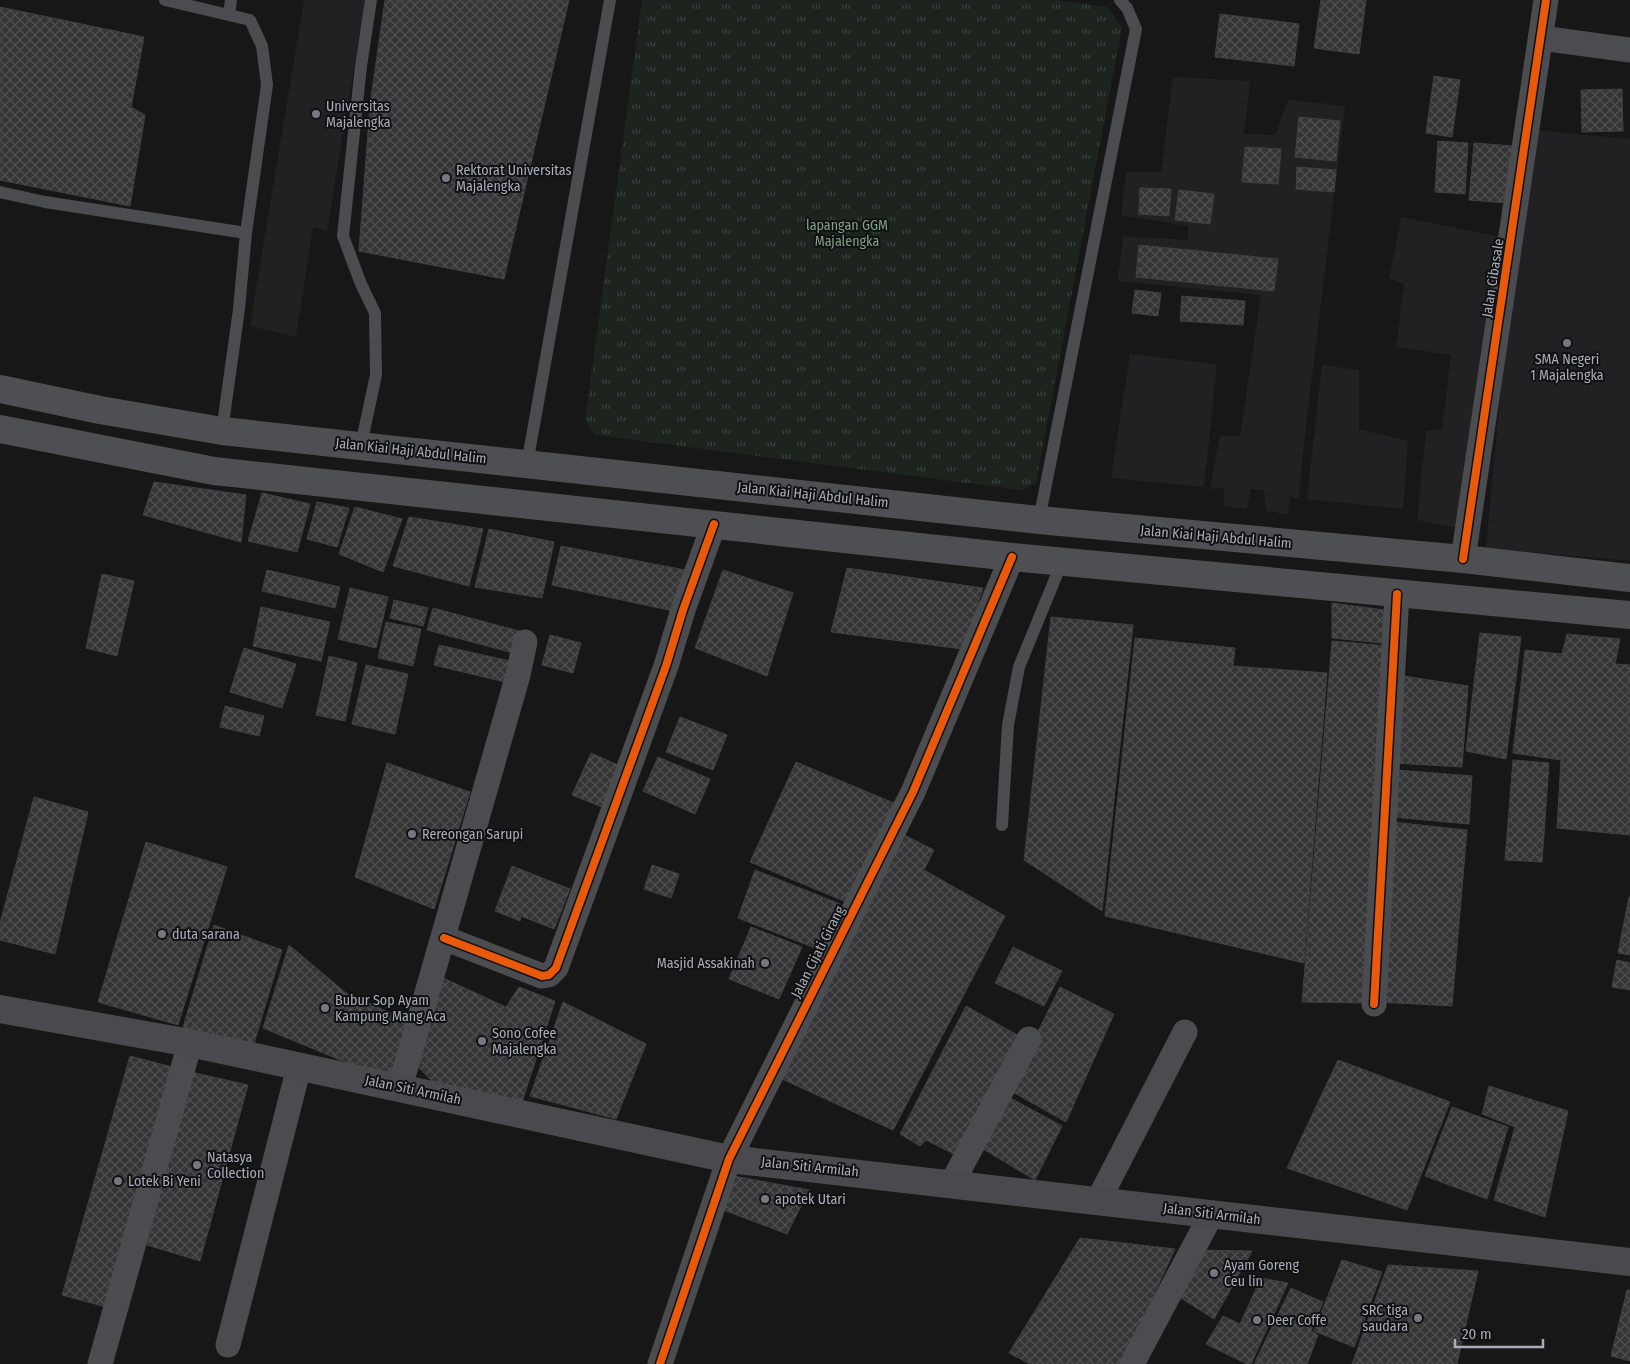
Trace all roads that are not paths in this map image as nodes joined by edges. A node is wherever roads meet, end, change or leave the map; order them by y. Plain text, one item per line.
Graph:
1 (164, 0) edge
2 (231, 0) edge
3 (371, 0) edge
4 (610, 0) edge
5 (1120, 0) edge
6 (1546, 0) edge
7 (229, 15) junction
8 (1541, 38) junction
9 (1630, 50) edge
10 (0, 192) edge
11 (246, 233) junction
12 (0, 389) edge
13 (0, 428) edge
14 (222, 431) junction
15 (361, 445) junction
16 (527, 464) junction
17 (214, 471) junction
18 (1039, 520) junction
19 (714, 524) junction
20 (1012, 557) junction
21 (1463, 559) junction
22 (1062, 562) junction
23 (1630, 578) edge
24 (1397, 594) junction
25 (1630, 615) edge
26 (525, 642) dead end
27 (1002, 825) dead end
28 (444, 938) junction
29 (1374, 1004) dead end
30 (0, 1009) edge
31 (1185, 1032) dead end
32 (1029, 1039) dead end
33 (190, 1043) junction
34 (299, 1067) junction
35 (400, 1087) junction
36 (729, 1159) junction
37 (952, 1183) junction
38 (1099, 1199) junction
39 (1211, 1215) junction
40 (1630, 1262) edge
41 (228, 1345) dead end
42 (100, 1364) edge
43 (660, 1364) edge
44 (1132, 1364) edge

1 - 7 lane
2 - 7 lane
3 - 15 lane
4 - 16 lane
5 - 18 lane
6 - 8 street, Jalan Cibasale
7 - 11 lane
8 - 9 street
8 - 21 street, Jalan Cibasale
10 - 11 lane
11 - 14 lane
12 - 14 main road, Jalan Kiai Haji Abdul Halim
13 - 17 main road
14 - 15 main road, Jalan Kiai Haji Abdul Halim
14 - 17 main road
15 - 16 main road, Jalan Kiai Haji Abdul Halim
16 - 18 main road, Jalan Kiai Haji Abdul Halim
17 - 19 main road
18 - 21 main road, Jalan Kiai Haji Abdul Halim
19 - 20 main road
19 - 28 street
20 - 22 main road
20 - 36 street, Jalan Cijati Girang
21 - 23 main road, Jalan Kiai Haji Abdul Halim
22 - 24 main road
22 - 27 lane
24 - 25 main road
24 - 29 street
26 - 28 street
28 - 35 street
30 - 33 main road, Jalan Siti Armilah
31 - 38 street
32 - 37 street
33 - 34 main road, Jalan Siti Armilah
33 - 42 street
34 - 35 main road, Jalan Siti Armilah
34 - 41 street
35 - 36 main road, Jalan Siti Armilah
36 - 37 main road, Jalan Siti Armilah
36 - 43 street, Jalan Cijati Girang
37 - 38 main road, Jalan Siti Armilah
38 - 39 main road, Jalan Siti Armilah
39 - 40 main road, Jalan Siti Armilah
39 - 44 street

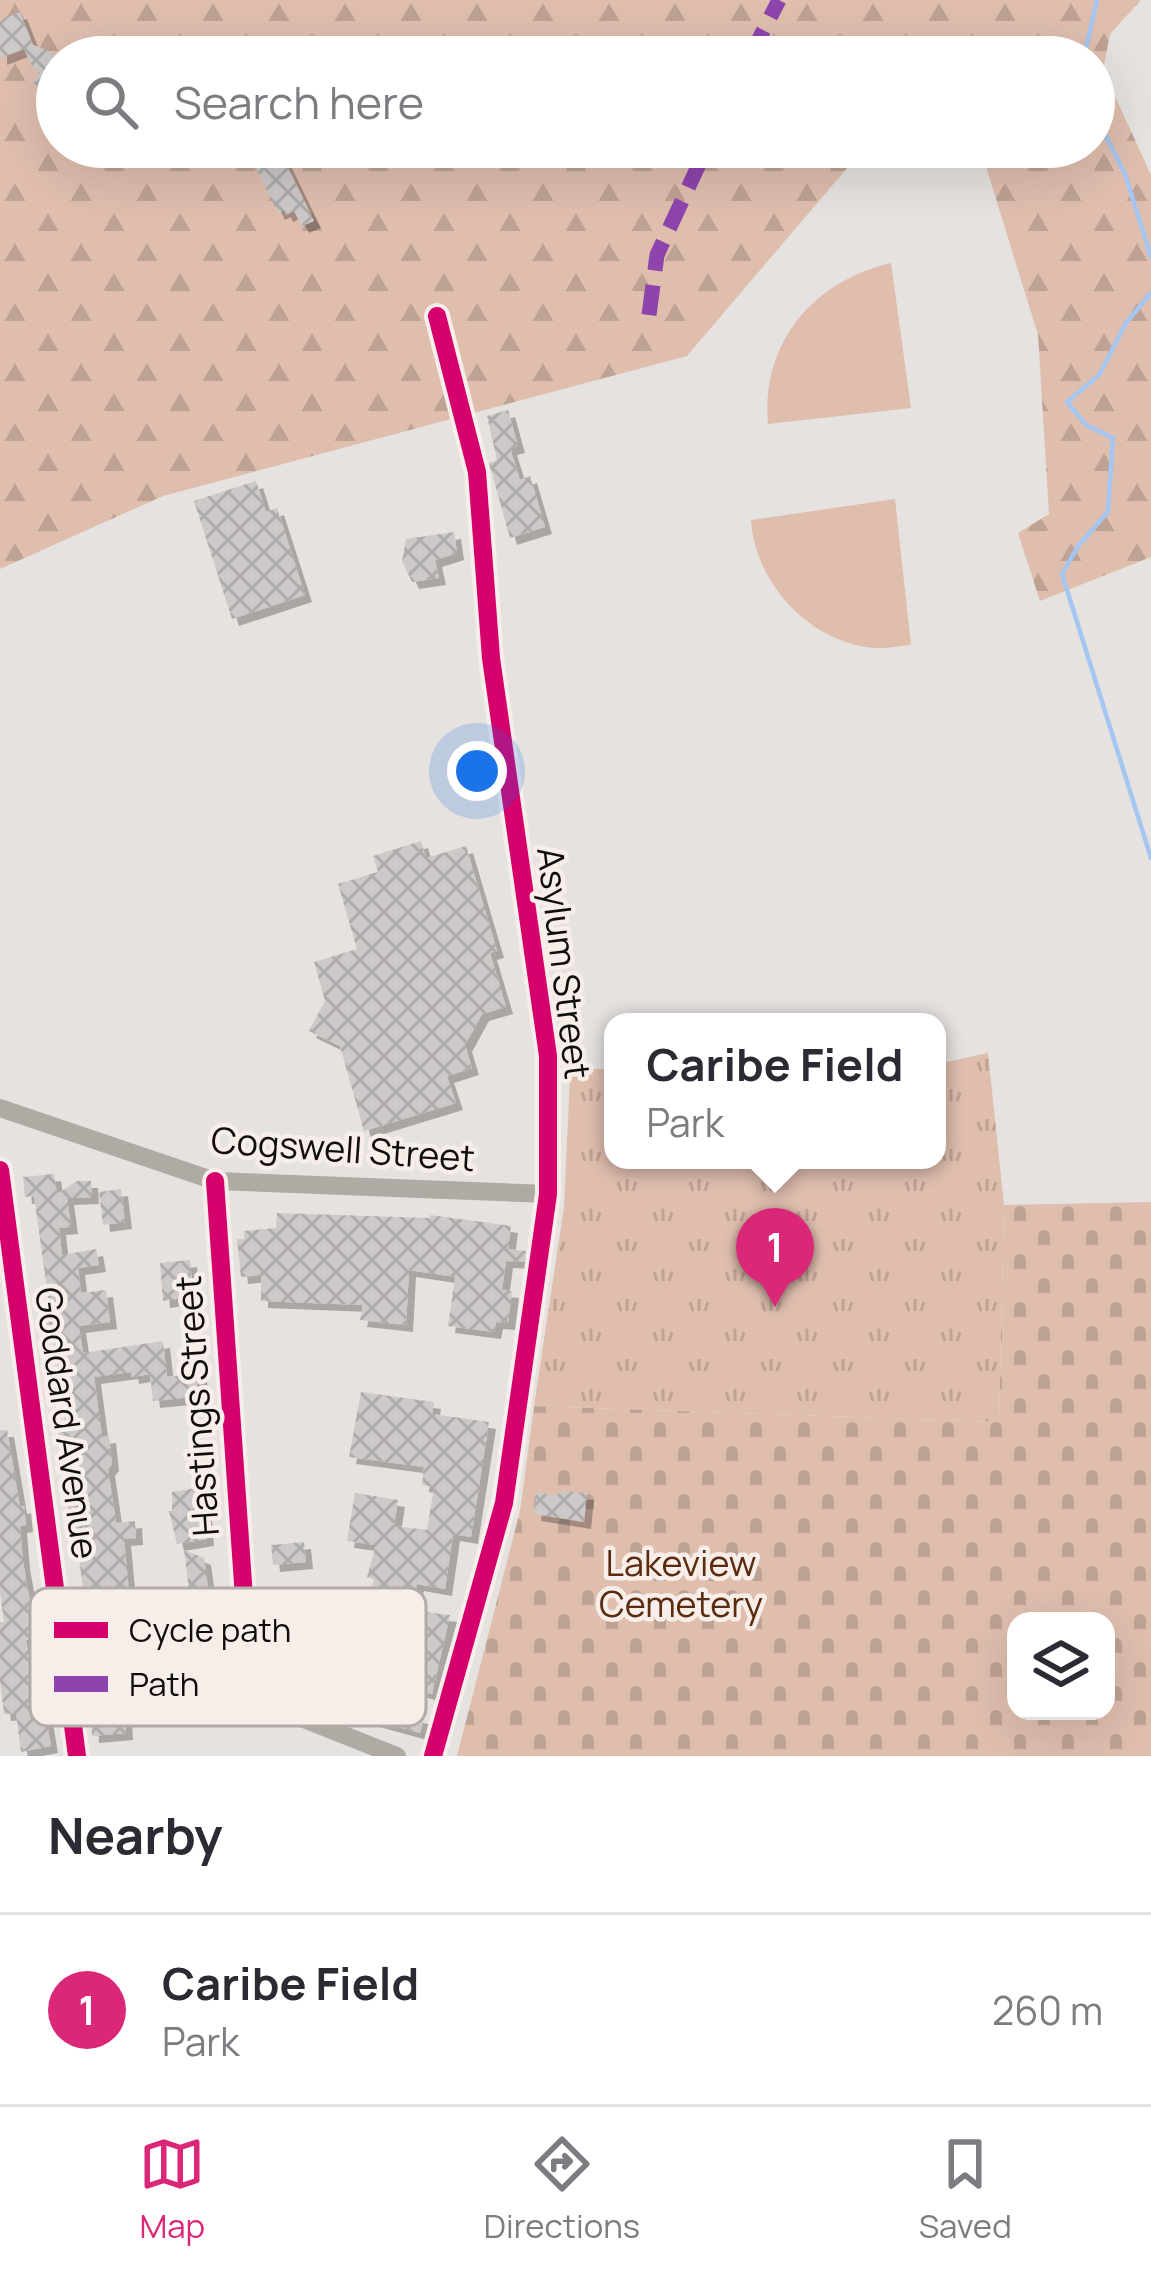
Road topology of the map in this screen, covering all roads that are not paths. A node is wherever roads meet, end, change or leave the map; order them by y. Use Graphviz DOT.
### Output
graph roads {
  1 [pos="437,316"];
  2 [pos="0,1108"];
  3 [pos="0,1170"];
  4 [pos="214,1181"];
  5 [pos="548,1194"];
  6 [pos="56,1588"];
  7 [pos="243,1588"];
  8 [pos="74,1726"];
  9 [pos="323,1726"];
  10 [pos="77,1756"];
  11 [pos="397,1756"];
  12 [pos="434,1756"];
  1 -- 5 [label="street, Asylum Street"];
  2 -- 4 [label="street, Cogswell Street"];
  3 -- 6 [label="street, Goddard Avenue"];
  4 -- 5 [label="street, Cogswell Street"];
  4 -- 7 [label="street, Hastings Street"];
  5 -- 12 [label="street, Asylum Street"];
  8 -- 10 [label="street, Goddard Avenue"];
  9 -- 11 [label="street"];
}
....................
## Problem
Among the lines above, find those holding "paths" and copy each one.

## Task answer
Trace all roads that are not paths in this map image as nodes joined by edges. A node is wherever roads meet, end, change or leave the map; order them by y. Plain text, one item per line.
Road topology of the map in this screen, covering all roads that are not paths. A node is wherever roads meet, end, change or leave the map; order them by y. Use Graphviz DOT.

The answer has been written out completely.